Judge rejects ex-restaurant owner Eva Christian’s release from Butler County Jail

Former local restaurant owner Eva Christian’s state prison sentence has been declared over by a judge, but her future remains uncertain.

A federal judge has refused to release former Dayton restaurant owner Eva Christian from the Butler County Jail, ruling that Christian’s claim that she has severe asthma and thus a heightened risk of dying from COVID-19 while behind bars was unsubstantiated.

Christian, the former owner of Café Boulevard in Dayton’s Oregon District and of Cena Brazilian Steakhouse in front of the Dayton Mall in Miami Twp., has been incarcerated at the Butler County Jail since September 2020, after she had just completed an eight-year sentence in state prison for her conviction on multiple insurance fraud-related charges.

Although she has lived in the U.S. for decades, Christian is not an American citizen. She was born in Croatia and raised in Germany, and has German citizenship. Because of her felony convictions, she is being held in the Butler County Jail by order of the U.S. Immigration and Customs Enforcement agency, possibly until a federal immigration judge decides whether she will be deported or allowed to stay in the U.S.

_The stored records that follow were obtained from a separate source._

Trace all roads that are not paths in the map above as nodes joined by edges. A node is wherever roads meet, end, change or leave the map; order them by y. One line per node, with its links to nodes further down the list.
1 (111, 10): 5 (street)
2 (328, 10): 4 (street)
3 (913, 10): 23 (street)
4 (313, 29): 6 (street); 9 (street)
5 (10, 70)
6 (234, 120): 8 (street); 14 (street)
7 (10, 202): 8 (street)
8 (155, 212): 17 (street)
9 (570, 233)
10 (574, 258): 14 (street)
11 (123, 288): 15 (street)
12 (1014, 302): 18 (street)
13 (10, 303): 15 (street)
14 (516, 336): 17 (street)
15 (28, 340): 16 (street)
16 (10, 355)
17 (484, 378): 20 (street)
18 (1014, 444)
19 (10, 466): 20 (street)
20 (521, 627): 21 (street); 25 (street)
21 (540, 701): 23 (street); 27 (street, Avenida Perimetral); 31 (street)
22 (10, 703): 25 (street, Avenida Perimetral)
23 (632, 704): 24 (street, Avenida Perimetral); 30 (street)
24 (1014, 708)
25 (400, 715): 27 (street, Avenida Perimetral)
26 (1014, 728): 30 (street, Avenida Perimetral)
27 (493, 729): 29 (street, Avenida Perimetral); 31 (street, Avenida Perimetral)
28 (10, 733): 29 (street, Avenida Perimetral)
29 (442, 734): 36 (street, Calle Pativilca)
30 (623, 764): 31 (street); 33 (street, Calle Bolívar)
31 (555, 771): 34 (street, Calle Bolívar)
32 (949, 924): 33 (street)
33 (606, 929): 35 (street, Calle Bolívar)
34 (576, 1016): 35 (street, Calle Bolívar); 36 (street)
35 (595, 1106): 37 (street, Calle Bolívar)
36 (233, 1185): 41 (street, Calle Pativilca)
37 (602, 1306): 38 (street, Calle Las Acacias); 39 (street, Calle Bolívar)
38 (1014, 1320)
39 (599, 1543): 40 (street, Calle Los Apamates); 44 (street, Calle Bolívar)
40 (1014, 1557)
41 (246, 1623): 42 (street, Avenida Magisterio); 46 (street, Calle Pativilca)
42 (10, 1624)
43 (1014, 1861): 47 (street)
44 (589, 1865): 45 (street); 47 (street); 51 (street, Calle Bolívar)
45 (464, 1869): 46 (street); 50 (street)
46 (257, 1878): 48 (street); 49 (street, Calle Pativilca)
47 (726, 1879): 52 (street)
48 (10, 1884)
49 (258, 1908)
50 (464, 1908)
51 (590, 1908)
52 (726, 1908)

In her request to be released from jail immediately — filed by Dayton attorney Karen Denise Bradley on Christian’s behalf — Christian, 52, said she had been diagnosed with chronic asthma and had been treated for the condition since 2014. She said her confinement in the Butler County Jail increases her likelihood of contracting COVID-19, which, due to her asthma, could lead to “severe injury or death,” Bradley wrote in her petition to U.S. District Court. Her incarceration and increased risk of disease and death means that her Fifth Amendment rights of due process are being violated, and she should be released immediately, according to Christian and her attorney.

Eva Christian in her Oregon District restaurant Cafe Boulevard in 2009. A federal judge has rejected the former Dayton restaurant owner's claim that her asthma and heightened CODID-19 risk should free her from the Butler County Jail, where she is being held at the request of federal immigration authorities. File photo by Jim Witmer
Eva Christian in her Oregon District restaurant Cafe Boulevard in 2009. A federal judge has rejected the former Dayton restaurant owner's claim that her asthma and heightened CODID-19 risk should free her from the Butler County Jail, where she is being held at the request of federal immigration authorities. File photo by Jim Witmer

Credit: for USA TODAY

Credit: for USA TODAY

But in a decision handed down Friday, March 12, U.S. Magistrate Judge Michael R. Merz rejected the request, ruling that Christian “has not established that she has an enhanced risk of death of severe illness from COVID-19.

“While she pleads that she has severe asthma,” Merz wrote, there was no evidence submitted to support the claim. In addition, Merz said in his ruling, Christian “has not established that being confined in the Butler County Jail has significantly increased her risk of contracting the disease.”

Christian was convicted in May 2012 of five criminal counts after masterminding a scheme to hire others in 2009 to set her Dayton Mall restaurant, Cena, on fire, and later trying to set it on fire herself, and of staging a break-in at her Washington Twp. residence, all in order to collect insurance money.

Christian founded and owned the now-defunct Cafe Boulevard (later Boulevard Haus) for nearly 15 years in Dayton’s Oregon District, in space that now houses Lily’s Dayton. Even if she is ultimately released from her immigration-related incarceration, Christian still owes restitution of more than $73,000 to two insurance companies, and may be subject to post-release control by the state parole board, according to now-retired Montgomery County Common Pleas Judge Barbara Gorman, who presided over Christian’s state-court trial and sentencing.